Asked about the council’s insistence that increasing capacity for traffic flow would ease congestion and emissions, Mrs Stewart said: “I think instead of having four lanes of standing traffic at rush hour we are going to have six lanes of standing traffic.”
Residents also believe the Parkway plans and a recently-approved application for a motorway service station where the Parkway meets the M1 were considered in isolation rather than in the context of each other.
Mrs Stewart added: “We have extended an open invitation to everyone, including the council, to come and see how close the traffic is to us and what the noise is like but this has so far not been taken up.”
She said she did not know if the council would be open to calls for barriers and special tarmac but added: “There’s no reason why we shouldn’t try.”
Rotherham Council’s assistant director of planning, regeneration and transport, Simon Moss, said: “A further meeting with residents has been offered if and when approval for the scheme is granted by the Government.
“We are working with Government to finalise the business case for the parkway widening scheme, which hasn't yet been submitted.
“The information, including the noise assessment, is still being collated and will be considered as part of the final scheme.

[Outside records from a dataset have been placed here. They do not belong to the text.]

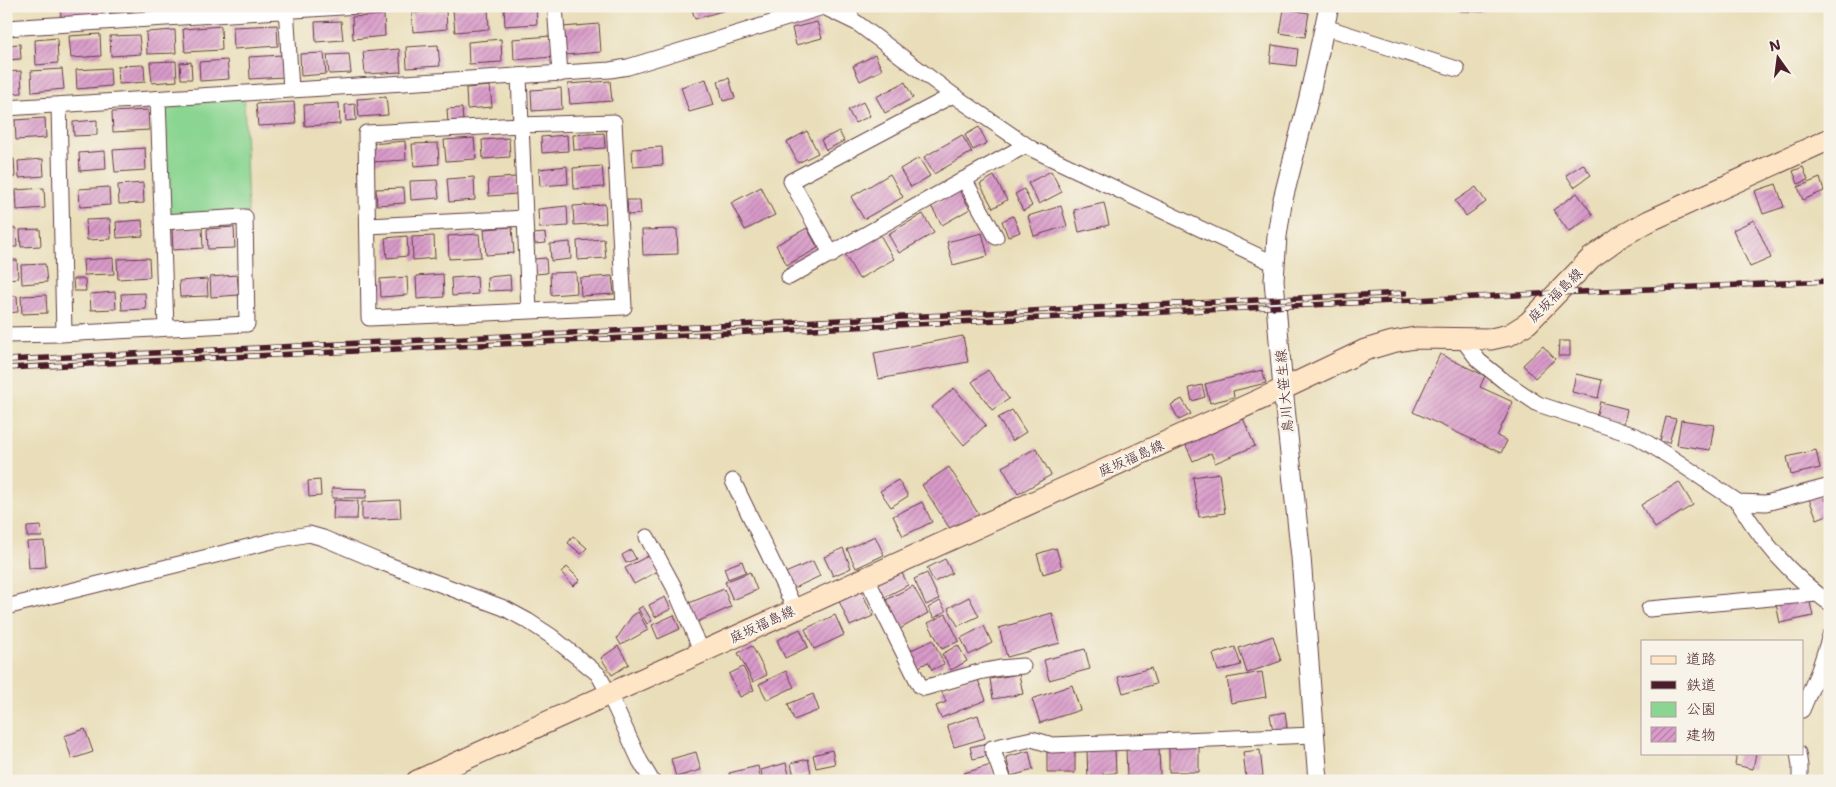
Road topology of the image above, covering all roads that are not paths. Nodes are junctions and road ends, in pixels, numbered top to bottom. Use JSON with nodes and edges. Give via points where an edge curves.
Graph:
{"nodes":[{"id":1,"x":358,"y":6,"type":"edge"},
{"id":2,"x":555,"y":6,"type":"edge"},
{"id":3,"x":852,"y":6,"type":"edge"},
{"id":4,"x":1329,"y":6,"type":"edge"},
{"id":5,"x":822,"y":7,"type":"edge"},
{"id":6,"x":286,"y":8,"type":"edge"},
{"id":7,"x":857,"y":23,"type":"junction"},
{"id":8,"x":1325,"y":27,"type":"junction"},
{"id":9,"x":6,"y":28,"type":"edge"},
{"id":10,"x":1457,"y":69,"type":"dead end"},
{"id":11,"x":560,"y":74,"type":"junction"},
{"id":12,"x":519,"y":77,"type":"junction"},
{"id":13,"x":291,"y":90,"type":"junction"},
{"id":14,"x":953,"y":95,"type":"junction"},
{"id":15,"x":158,"y":99,"type":"junction"},
{"id":16,"x":59,"y":105,"type":"junction"},
{"id":17,"x":6,"y":108,"type":"edge"},
{"id":18,"x":520,"y":125,"type":"junction"},
{"id":19,"x":1830,"y":140,"type":"edge"},
{"id":20,"x":1026,"y":145,"type":"junction"},
{"id":21,"x":964,"y":179,"type":"junction"},
{"id":22,"x":525,"y":218,"type":"junction"},
{"id":23,"x":162,"y":222,"type":"junction"},
{"id":24,"x":368,"y":226,"type":"junction"},
{"id":25,"x":996,"y":237,"type":"dead end"},
{"id":26,"x":832,"y":254,"type":"junction"},
{"id":27,"x":1275,"y":264,"type":"junction"},
{"id":28,"x":789,"y":277,"type":"dead end"},
{"id":29,"x":529,"y":311,"type":"junction"},
{"id":30,"x":166,"y":328,"type":"junction"},
{"id":31,"x":64,"y":334,"type":"junction"},
{"id":32,"x":6,"y":335,"type":"edge"},
{"id":33,"x":1463,"y":340,"type":"junction"},
{"id":34,"x":1283,"y":389,"type":"junction"},
{"id":35,"x":733,"y":481,"type":"dead end"},
{"id":36,"x":1830,"y":486,"type":"edge"},
{"id":37,"x":1738,"y":502,"type":"junction"},
{"id":38,"x":646,"y":537,"type":"dead end"},
{"id":39,"x":866,"y":577,"type":"junction"},
{"id":40,"x":1817,"y":594,"type":"junction"},
{"id":41,"x":1830,"y":603,"type":"edge"},
{"id":42,"x":6,"y":607,"type":"edge"},
{"id":43,"x":795,"y":609,"type":"junction"},
{"id":44,"x":1649,"y":609,"type":"dead end"},
{"id":45,"x":1830,"y":636,"type":"edge"},
{"id":46,"x":702,"y":652,"type":"junction"},
{"id":47,"x":1023,"y":666,"type":"dead end"},
{"id":48,"x":609,"y":694,"type":"junction"},
{"id":49,"x":1804,"y":705,"type":"edge"},
{"id":50,"x":1314,"y":735,"type":"junction"},
{"id":51,"x":1798,"y":754,"type":"edge"},
{"id":52,"x":417,"y":781,"type":"edge"},
{"id":53,"x":652,"y":781,"type":"edge"},
{"id":54,"x":1004,"y":781,"type":"edge"},
{"id":55,"x":1318,"y":781,"type":"edge"},
{"id":56,"x":1800,"y":781,"type":"edge"}],
"edges":[{"from":1,"to":6,"type":"street"},
{"from":2,"to":11,"type":"street"},
{"from":3,"to":7,"type":"lane"},
{"from":4,"to":8,"type":"street","name":"鳥川大笹生線"},
{"from":5,"to":7,"type":"street"},
{"from":5,"to":11,"type":"street","via":[[628,67]]},
{"from":6,"to":9,"type":"street"},
{"from":6,"to":13,"type":"street"},
{"from":7,"to":14,"type":"street"},
{"from":8,"to":10,"type":"street"},
{"from":8,"to":27,"type":"street","name":"鳥川大笹生線","via":[[1282,203]]},
{"from":11,"to":12,"type":"street"},
{"from":12,"to":13,"type":"street"},
{"from":12,"to":18,"type":"street"},
{"from":13,"to":15,"type":"street"},
{"from":14,"to":20,"type":"street"},
{"from":14,"to":26,"type":"street","via":[[791,181]]},
{"from":15,"to":16,"type":"street"},
{"from":15,"to":23,"type":"street"},
{"from":16,"to":17,"type":"street"},
{"from":16,"to":31,"type":"street"},
{"from":18,"to":22,"type":"street"},
{"from":18,"to":24,"type":"street","via":[[366,133]]},
{"from":18,"to":29,"type":"street","via":[[614,122],[624,307]]},
{"from":19,"to":33,"type":"main road","name":"庭坂福島線","via":[[1620,237],[1590,258],[1528,323],[1509,335],[1491,340]]},
{"from":20,"to":21,"type":"street"},
{"from":20,"to":27,"type":"street"},
{"from":21,"to":25,"type":"street"},
{"from":21,"to":26,"type":"street"},
{"from":22,"to":24,"type":"street"},
{"from":22,"to":29,"type":"street"},
{"from":23,"to":30,"type":"street"},
{"from":23,"to":30,"type":"street","via":[[245,217],[247,324]]},
{"from":24,"to":29,"type":"street","via":[[369,318]]},
{"from":26,"to":28,"type":"street"},
{"from":27,"to":34,"type":"street","name":"鳥川大笹生線"},
{"from":30,"to":31,"type":"street"},
{"from":31,"to":32,"type":"street"},
{"from":33,"to":34,"type":"main road","name":"庭坂福島線","via":[[1415,338],[1392,342],[1365,350]]},
{"from":33,"to":37,"type":"street","via":[[1479,361],[1538,404],[1636,436]]},
{"from":34,"to":39,"type":"main road","name":"庭坂福島線"},
{"from":34,"to":50,"type":"street","name":"鳥川大笹生線","via":[[1301,557]]},
{"from":35,"to":43,"type":"street"},
{"from":36,"to":37,"type":"street","via":[[1766,503]]},
{"from":37,"to":40,"type":"street","via":[[1768,544]]},
{"from":38,"to":46,"type":"street","via":[[674,587]]},
{"from":39,"to":43,"type":"main road","name":"庭坂福島線"},
{"from":39,"to":47,"type":"street","via":[[920,686],[924,688],[1000,668]]},
{"from":40,"to":41,"type":"street"},
{"from":40,"to":44,"type":"street"},
{"from":42,"to":48,"type":"street","via":[[309,534],[504,608],[552,636],[598,674]]},
{"from":43,"to":46,"type":"main road","name":"庭坂福島線"},
{"from":45,"to":49,"type":"street"},
{"from":46,"to":48,"type":"main road","name":"庭坂福島線"},
{"from":48,"to":52,"type":"main road","name":"庭坂福島線"},
{"from":48,"to":53,"type":"street"},
{"from":50,"to":54,"type":"street","via":[[1052,745],[1032,739],[992,748]]},
{"from":50,"to":55,"type":"street","name":"鳥川大笹生線"},
{"from":51,"to":56,"type":"street"}]}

“We also confirm that consideration of the planning application for the motorway service area included the impact on the parkway, the potential for the parkway widening scheme going forward, as well as local roads.
“Once finalised, the business case of the widening scheme will be made available on the Council's website.”
Signatures on the residents’ petition will be accepted until this Saturday, January 11, before it is submitted to the council.